Saved entries:
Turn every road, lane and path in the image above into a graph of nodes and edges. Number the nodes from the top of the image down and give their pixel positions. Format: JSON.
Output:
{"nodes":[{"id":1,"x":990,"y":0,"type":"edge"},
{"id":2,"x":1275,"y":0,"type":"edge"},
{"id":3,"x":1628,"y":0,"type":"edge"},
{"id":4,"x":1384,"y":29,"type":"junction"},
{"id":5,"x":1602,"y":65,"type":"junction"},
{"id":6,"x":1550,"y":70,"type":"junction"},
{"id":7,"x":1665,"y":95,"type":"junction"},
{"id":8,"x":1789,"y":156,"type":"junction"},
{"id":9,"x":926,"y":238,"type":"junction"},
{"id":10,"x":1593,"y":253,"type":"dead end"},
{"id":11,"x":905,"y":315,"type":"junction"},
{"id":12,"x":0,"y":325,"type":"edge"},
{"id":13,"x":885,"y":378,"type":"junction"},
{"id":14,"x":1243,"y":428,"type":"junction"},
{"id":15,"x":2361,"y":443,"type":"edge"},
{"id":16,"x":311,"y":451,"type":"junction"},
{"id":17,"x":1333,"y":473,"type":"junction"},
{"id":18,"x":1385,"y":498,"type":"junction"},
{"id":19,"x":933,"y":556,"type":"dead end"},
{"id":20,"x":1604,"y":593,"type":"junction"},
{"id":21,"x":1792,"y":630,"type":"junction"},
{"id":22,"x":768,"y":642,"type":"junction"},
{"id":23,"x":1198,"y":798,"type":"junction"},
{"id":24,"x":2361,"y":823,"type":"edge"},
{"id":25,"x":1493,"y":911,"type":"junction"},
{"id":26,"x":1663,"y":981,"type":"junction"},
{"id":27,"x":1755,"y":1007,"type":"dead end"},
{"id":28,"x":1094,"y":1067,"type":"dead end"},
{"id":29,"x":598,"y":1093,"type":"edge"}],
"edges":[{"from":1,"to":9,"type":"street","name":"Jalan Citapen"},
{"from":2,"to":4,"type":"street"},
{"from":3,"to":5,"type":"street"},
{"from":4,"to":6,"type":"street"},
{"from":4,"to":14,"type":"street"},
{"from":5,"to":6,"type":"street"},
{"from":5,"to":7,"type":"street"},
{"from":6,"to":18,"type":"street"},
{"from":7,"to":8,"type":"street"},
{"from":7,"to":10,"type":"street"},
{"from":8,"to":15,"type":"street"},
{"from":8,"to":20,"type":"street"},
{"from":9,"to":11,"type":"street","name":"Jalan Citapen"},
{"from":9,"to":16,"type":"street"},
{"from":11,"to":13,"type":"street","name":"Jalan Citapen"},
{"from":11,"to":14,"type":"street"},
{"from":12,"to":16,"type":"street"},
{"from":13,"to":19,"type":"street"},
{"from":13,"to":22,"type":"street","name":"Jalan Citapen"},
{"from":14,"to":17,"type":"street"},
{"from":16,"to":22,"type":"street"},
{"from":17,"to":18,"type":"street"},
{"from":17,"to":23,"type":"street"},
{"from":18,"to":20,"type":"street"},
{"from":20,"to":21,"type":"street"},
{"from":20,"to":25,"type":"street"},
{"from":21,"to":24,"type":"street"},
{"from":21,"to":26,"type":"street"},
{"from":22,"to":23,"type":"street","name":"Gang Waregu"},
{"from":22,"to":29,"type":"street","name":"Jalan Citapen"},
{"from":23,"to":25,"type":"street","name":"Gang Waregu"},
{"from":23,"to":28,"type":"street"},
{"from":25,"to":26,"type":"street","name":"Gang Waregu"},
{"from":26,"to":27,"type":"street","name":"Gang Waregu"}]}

* _EXERCISE OBJECTIVE_:
Print all of the entries again, exactly as written.

* _WRITTEN ANSWER_:
Turn every road, lane and path in the image above into a graph of nodes and edges. Number the nodes from the top of the image down and give their pixel positions. Format: JSON.
Output:
{"nodes":[{"id":1,"x":990,"y":0,"type":"edge"},
{"id":2,"x":1275,"y":0,"type":"edge"},
{"id":3,"x":1628,"y":0,"type":"edge"},
{"id":4,"x":1384,"y":29,"type":"junction"},
{"id":5,"x":1602,"y":65,"type":"junction"},
{"id":6,"x":1550,"y":70,"type":"junction"},
{"id":7,"x":1665,"y":95,"type":"junction"},
{"id":8,"x":1789,"y":156,"type":"junction"},
{"id":9,"x":926,"y":238,"type":"junction"},
{"id":10,"x":1593,"y":253,"type":"dead end"},
{"id":11,"x":905,"y":315,"type":"junction"},
{"id":12,"x":0,"y":325,"type":"edge"},
{"id":13,"x":885,"y":378,"type":"junction"},
{"id":14,"x":1243,"y":428,"type":"junction"},
{"id":15,"x":2361,"y":443,"type":"edge"},
{"id":16,"x":311,"y":451,"type":"junction"},
{"id":17,"x":1333,"y":473,"type":"junction"},
{"id":18,"x":1385,"y":498,"type":"junction"},
{"id":19,"x":933,"y":556,"type":"dead end"},
{"id":20,"x":1604,"y":593,"type":"junction"},
{"id":21,"x":1792,"y":630,"type":"junction"},
{"id":22,"x":768,"y":642,"type":"junction"},
{"id":23,"x":1198,"y":798,"type":"junction"},
{"id":24,"x":2361,"y":823,"type":"edge"},
{"id":25,"x":1493,"y":911,"type":"junction"},
{"id":26,"x":1663,"y":981,"type":"junction"},
{"id":27,"x":1755,"y":1007,"type":"dead end"},
{"id":28,"x":1094,"y":1067,"type":"dead end"},
{"id":29,"x":598,"y":1093,"type":"edge"}],
"edges":[{"from":1,"to":9,"type":"street","name":"Jalan Citapen"},
{"from":2,"to":4,"type":"street"},
{"from":3,"to":5,"type":"street"},
{"from":4,"to":6,"type":"street"},
{"from":4,"to":14,"type":"street"},
{"from":5,"to":6,"type":"street"},
{"from":5,"to":7,"type":"street"},
{"from":6,"to":18,"type":"street"},
{"from":7,"to":8,"type":"street"},
{"from":7,"to":10,"type":"street"},
{"from":8,"to":15,"type":"street"},
{"from":8,"to":20,"type":"street"},
{"from":9,"to":11,"type":"street","name":"Jalan Citapen"},
{"from":9,"to":16,"type":"street"},
{"from":11,"to":13,"type":"street","name":"Jalan Citapen"},
{"from":11,"to":14,"type":"street"},
{"from":12,"to":16,"type":"street"},
{"from":13,"to":19,"type":"street"},
{"from":13,"to":22,"type":"street","name":"Jalan Citapen"},
{"from":14,"to":17,"type":"street"},
{"from":16,"to":22,"type":"street"},
{"from":17,"to":18,"type":"street"},
{"from":17,"to":23,"type":"street"},
{"from":18,"to":20,"type":"street"},
{"from":20,"to":21,"type":"street"},
{"from":20,"to":25,"type":"street"},
{"from":21,"to":24,"type":"street"},
{"from":21,"to":26,"type":"street"},
{"from":22,"to":23,"type":"street","name":"Gang Waregu"},
{"from":22,"to":29,"type":"street","name":"Jalan Citapen"},
{"from":23,"to":25,"type":"street","name":"Gang Waregu"},
{"from":23,"to":28,"type":"street"},
{"from":25,"to":26,"type":"street","name":"Gang Waregu"},
{"from":26,"to":27,"type":"street","name":"Gang Waregu"}]}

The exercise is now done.